Effective Date: October 16, 2012.

SUMMARY:

On April 11, 2012, the Department of Commerce (the Department) published its preliminary results of the administrative review of the antidumping duty order on certain orange juice (OJ) from Brazil. This review covers four producers/exporters of the subject merchandise to the United States. The period of review (POR) is March 1, 2010, through February 28, 2011.

After analyzing the comments received, we have made certain changes in the margin calculations. Therefore, these final results differ from the preliminary results. The final weighted-average dumping margins for the reviewed firms are listed below in the section entitled “Final Results of Review.”

FOR FURTHER INFORMATION CONTACT:

Blaine Wiltse or Elizabeth Eastwood, AD/CVD Operations, Office 2, Import Administration, International Trade Administration, U.S. Department of Commerce, 14th Street and Constitution Avenue NW., Washington, DC 20230; telephone: (202) 482-6345 or (202) 482-3874, respectively.

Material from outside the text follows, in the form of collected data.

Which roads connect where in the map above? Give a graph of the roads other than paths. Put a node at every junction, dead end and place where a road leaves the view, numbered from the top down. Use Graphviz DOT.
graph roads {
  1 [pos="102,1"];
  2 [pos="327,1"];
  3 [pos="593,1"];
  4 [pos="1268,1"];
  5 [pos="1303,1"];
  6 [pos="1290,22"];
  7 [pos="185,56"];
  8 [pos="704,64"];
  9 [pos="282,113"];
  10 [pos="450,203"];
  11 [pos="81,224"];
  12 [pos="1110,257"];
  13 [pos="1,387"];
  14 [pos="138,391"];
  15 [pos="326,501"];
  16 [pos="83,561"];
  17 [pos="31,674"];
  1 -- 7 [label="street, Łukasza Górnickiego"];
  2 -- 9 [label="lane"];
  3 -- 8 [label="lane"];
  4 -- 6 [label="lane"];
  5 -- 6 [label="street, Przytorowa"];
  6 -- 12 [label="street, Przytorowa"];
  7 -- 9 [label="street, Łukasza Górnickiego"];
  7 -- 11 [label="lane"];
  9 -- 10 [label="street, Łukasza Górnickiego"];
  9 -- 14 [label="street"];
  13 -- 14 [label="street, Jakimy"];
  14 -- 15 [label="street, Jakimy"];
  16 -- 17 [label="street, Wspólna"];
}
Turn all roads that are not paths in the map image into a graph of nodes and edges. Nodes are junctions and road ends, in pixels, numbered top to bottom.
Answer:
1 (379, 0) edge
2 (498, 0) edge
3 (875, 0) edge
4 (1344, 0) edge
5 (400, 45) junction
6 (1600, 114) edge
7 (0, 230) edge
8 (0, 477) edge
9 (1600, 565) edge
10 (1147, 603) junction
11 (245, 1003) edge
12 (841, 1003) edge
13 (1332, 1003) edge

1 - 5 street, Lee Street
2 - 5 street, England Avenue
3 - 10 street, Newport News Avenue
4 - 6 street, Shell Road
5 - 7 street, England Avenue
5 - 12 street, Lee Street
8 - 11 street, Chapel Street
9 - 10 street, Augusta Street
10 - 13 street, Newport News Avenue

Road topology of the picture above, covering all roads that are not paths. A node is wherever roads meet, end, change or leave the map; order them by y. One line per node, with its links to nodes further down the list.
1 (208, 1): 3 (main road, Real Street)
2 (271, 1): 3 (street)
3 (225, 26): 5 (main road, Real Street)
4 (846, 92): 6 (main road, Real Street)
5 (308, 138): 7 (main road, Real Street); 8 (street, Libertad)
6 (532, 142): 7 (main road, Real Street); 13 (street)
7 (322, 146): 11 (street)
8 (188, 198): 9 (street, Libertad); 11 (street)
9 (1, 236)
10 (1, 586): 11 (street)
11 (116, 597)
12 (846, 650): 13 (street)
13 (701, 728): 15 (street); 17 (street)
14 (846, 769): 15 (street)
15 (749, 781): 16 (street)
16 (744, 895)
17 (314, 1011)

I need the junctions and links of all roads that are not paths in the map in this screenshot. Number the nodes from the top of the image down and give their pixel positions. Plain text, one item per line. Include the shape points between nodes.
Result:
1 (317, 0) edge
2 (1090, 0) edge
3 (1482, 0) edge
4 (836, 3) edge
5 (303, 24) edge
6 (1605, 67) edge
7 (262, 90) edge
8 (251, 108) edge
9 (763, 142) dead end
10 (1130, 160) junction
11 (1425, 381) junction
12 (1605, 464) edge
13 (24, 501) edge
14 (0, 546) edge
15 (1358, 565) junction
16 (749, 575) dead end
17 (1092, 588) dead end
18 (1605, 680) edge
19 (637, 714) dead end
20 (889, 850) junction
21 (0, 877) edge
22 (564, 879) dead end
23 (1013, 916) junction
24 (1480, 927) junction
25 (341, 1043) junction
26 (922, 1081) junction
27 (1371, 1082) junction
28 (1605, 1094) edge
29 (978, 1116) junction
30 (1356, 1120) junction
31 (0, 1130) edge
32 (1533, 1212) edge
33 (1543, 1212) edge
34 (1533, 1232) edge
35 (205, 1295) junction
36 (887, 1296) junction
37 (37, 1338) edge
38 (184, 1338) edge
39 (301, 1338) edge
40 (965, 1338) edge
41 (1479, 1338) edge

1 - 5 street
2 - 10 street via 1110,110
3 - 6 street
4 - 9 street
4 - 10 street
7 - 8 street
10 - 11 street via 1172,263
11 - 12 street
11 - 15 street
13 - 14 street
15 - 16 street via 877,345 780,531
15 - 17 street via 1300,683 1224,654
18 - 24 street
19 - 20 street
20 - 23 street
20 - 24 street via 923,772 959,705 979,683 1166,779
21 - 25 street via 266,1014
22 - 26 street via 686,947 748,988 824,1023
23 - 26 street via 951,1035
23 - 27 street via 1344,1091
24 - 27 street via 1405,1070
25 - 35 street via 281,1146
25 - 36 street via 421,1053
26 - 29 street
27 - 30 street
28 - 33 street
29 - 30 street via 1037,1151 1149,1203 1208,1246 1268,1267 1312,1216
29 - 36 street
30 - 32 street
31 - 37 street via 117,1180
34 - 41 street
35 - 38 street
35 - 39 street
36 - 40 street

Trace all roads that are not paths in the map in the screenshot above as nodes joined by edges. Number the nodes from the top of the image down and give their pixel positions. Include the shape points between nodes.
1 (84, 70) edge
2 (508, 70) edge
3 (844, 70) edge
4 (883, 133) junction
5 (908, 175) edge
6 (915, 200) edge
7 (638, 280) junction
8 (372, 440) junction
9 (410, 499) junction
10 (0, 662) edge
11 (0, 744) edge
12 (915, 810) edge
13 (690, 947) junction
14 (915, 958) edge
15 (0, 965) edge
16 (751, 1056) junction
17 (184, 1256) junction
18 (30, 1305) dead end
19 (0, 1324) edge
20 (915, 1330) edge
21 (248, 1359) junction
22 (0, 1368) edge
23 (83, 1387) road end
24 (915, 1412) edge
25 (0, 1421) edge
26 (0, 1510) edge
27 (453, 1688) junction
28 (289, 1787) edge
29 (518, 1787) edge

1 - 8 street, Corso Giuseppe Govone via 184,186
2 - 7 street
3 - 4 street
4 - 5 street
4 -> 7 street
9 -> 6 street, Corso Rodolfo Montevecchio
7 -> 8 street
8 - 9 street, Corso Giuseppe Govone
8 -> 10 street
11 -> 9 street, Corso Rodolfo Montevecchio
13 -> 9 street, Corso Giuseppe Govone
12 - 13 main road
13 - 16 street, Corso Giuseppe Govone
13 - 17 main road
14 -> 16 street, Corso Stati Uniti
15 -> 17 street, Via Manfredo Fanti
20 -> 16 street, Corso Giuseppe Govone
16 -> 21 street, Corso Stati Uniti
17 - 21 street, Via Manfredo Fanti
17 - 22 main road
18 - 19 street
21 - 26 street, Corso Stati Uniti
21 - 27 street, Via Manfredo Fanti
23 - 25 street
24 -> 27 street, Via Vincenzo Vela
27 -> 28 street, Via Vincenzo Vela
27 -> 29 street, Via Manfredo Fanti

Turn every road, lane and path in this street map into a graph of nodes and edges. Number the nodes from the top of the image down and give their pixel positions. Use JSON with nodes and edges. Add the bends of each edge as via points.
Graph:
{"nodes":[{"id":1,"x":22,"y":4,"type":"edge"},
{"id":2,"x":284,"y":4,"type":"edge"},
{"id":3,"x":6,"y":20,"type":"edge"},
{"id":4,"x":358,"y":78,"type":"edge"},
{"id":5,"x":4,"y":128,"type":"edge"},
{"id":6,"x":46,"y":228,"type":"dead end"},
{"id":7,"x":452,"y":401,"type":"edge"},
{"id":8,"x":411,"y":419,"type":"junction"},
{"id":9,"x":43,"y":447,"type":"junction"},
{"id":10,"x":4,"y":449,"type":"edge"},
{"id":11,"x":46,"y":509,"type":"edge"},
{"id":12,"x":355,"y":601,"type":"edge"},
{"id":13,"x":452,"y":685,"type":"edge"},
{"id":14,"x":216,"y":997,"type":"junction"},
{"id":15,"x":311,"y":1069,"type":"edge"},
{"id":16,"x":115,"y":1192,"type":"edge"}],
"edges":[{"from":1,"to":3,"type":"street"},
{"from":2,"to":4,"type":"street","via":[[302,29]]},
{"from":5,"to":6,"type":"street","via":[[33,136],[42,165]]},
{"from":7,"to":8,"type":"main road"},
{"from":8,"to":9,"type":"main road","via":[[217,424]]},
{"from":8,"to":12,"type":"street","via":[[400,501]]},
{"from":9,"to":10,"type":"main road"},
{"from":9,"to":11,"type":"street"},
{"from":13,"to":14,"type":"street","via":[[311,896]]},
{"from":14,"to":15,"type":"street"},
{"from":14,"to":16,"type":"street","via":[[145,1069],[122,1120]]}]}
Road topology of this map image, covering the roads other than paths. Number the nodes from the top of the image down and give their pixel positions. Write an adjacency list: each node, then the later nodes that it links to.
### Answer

SUPPLEMENTARY INFORMATION:

Background

On April 11, 2012, the Department published in the Federal Register the preliminary results of the 2010-2011 administrative review of antidumping duty order on certain OJ from Brazil.[1] Also in April 2012, the Department issued supplemental questionnaires to each of the three respondents in this administrative review (i.e., Fischer S.A. Comercio, Industria, and Agricultura (Fischer), Louis Dreyfus Commodities Agroindustrial S.A. (Louis Dreyfus), and Sucocitrico Cutrale, S.A. (Cutrale)). We received responses to these supplemental questionnaires in the same month.

We invited parties to comment on our preliminary results of review. In May 2012, we received case briefs from the petitioners (i.e., Florida Citrus Mutual and Citrus World Inc.), Cutrale, Fischer, and Louis Dreyfus. We received rebuttal briefs from the petitioners. On July 20, 2012, the Department extended the final results in the current review to no later than October 9, 2012. See the Memorandum to Christian Marsh, Deputy Assistant Secretary, AD/CVD Operations, from Blaine Wiltse, Senior Trade Analyst, Office 2, AD/CVD Operations, entitled, “Certain Orange Juice from Brazil: Extension of Deadline for Final Results of Antidumping Duty Administrative Review,” dated July 20, 2012.

The Department has conducted this administrative review in accordance with section 751 of the Tariff Act of 1930, as amended (the Act).

Scope of the Order

The scope of this order includes certain orange juice for transport and/or further manufacturing, produced in two different forms: (1) Frozen orange juice in a highly concentrated form, sometimes referred to as frozen concentrated orange juice for manufacture (FCOJM); and (2) pasteurized single-strength orange juice which has not been concentrated, referred to as not-from-concentrate (NFC). At the time of the filing of the petition, there was an existing antidumping duty order on frozen concentrated orange juice (FCOJ) from Brazil. See Antidumping Duty Order; Frozen Concentrated Orange Juice from Brazil, 52 FR 16426 (May 5, 1987). Therefore, the scope of this order with regard to FCOJM covers only FCOJM produced and/or exported by those companies which were excluded or revoked from the pre-existing antidumping order on FCOJ from Brazil as of December 27, 2004. Those companies are Cargill Citrus Limitada, Coinbra Frutesp S.A. (Coinbra Frutesp),[2] Cutrale, Fischer, and Montecitrus Trading S.A. (Montecitrus).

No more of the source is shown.